What you have to do – In the response, the entries must appear exactly as supplied.

Structured pose outputs:

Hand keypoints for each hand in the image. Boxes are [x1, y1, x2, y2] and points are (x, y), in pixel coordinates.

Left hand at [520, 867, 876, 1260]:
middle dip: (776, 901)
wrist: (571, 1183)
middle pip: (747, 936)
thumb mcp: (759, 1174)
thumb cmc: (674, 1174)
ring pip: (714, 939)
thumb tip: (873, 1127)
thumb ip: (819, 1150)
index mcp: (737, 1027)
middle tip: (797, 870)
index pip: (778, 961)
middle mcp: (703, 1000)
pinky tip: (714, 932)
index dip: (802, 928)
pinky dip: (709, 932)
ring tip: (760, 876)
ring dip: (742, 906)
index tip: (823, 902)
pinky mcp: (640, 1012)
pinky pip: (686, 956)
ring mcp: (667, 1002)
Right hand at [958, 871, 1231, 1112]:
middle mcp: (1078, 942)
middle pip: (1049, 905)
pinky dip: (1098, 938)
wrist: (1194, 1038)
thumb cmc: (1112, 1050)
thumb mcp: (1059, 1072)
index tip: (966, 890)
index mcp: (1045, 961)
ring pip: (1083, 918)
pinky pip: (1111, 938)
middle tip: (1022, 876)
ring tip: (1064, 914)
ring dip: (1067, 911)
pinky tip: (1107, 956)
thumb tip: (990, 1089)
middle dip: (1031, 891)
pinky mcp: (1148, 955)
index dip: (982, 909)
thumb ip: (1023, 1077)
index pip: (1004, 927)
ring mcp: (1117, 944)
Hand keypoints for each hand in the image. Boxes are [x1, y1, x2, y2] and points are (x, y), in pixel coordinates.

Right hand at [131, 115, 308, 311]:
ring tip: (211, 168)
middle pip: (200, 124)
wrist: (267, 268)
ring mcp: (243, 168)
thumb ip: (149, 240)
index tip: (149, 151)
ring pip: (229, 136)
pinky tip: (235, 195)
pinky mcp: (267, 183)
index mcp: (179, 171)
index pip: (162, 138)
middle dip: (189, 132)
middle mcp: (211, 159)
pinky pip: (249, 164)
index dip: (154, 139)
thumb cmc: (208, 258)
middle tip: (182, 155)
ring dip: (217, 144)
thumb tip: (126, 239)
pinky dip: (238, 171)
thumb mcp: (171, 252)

Your solution –
Hand keypoints for each hand in the image. Boxes are [x1, y1, x2, y2] and points are (x, y), in pixel coordinates.

Left hand at [520, 867, 876, 1260]:
middle dip: (776, 901)
wrist: (571, 1183)
middle pip: (747, 936)
thumb mcp: (759, 1174)
thumb cmc: (674, 1174)
ring pip: (714, 939)
thumb tip: (873, 1127)
thumb ip: (819, 1150)
index mcp: (737, 1027)
middle tip: (797, 870)
index pip: (778, 961)
middle mcp: (703, 1000)
pinky tip: (714, 932)
index dip: (802, 928)
pinky dip: (709, 932)
ring tip: (760, 876)
ring dip: (742, 906)
index tip: (823, 902)
pinky mcp: (640, 1012)
pinky pip: (686, 956)
ring mcp: (667, 1002)
Right hand at [958, 871, 1231, 1112]:
middle mcp: (1078, 942)
middle pip: (1049, 905)
pinky dip: (1098, 938)
wrist: (1194, 1038)
thumb cmc: (1112, 1050)
thumb mcp: (1059, 1072)
index tip: (966, 890)
index mcp: (1045, 961)
ring pip: (1083, 918)
pinky pip: (1111, 938)
middle tip: (1022, 876)
ring tip: (1064, 914)
ring dip: (1067, 911)
pinky tip: (1107, 956)
thumb tip: (990, 1089)
middle dip: (1031, 891)
pinky mcp: (1148, 955)
index dip: (982, 909)
thumb ip: (1023, 1077)
index pip: (1004, 927)
ring mcp: (1117, 944)
Hand keypoints for each hand in the image. Boxes are [x1, y1, x2, y2] and points are (x, y), in pixel coordinates.

Right hand at [131, 115, 308, 311]:
ring tip: (211, 168)
middle pip: (200, 124)
wrist: (267, 268)
ring mcp: (243, 168)
thumb ip: (149, 240)
index tip: (149, 151)
ring pip: (229, 136)
pinky tip: (235, 195)
pinky mcp: (267, 183)
index mcp: (179, 171)
index pip: (162, 138)
middle dip: (189, 132)
middle mcp: (211, 159)
pinky pip: (249, 164)
index dip: (154, 139)
thumb cmc: (208, 258)
middle tip: (182, 155)
ring dip: (217, 144)
thumb tip: (126, 239)
pinky dip: (238, 171)
thumb mcp: (171, 252)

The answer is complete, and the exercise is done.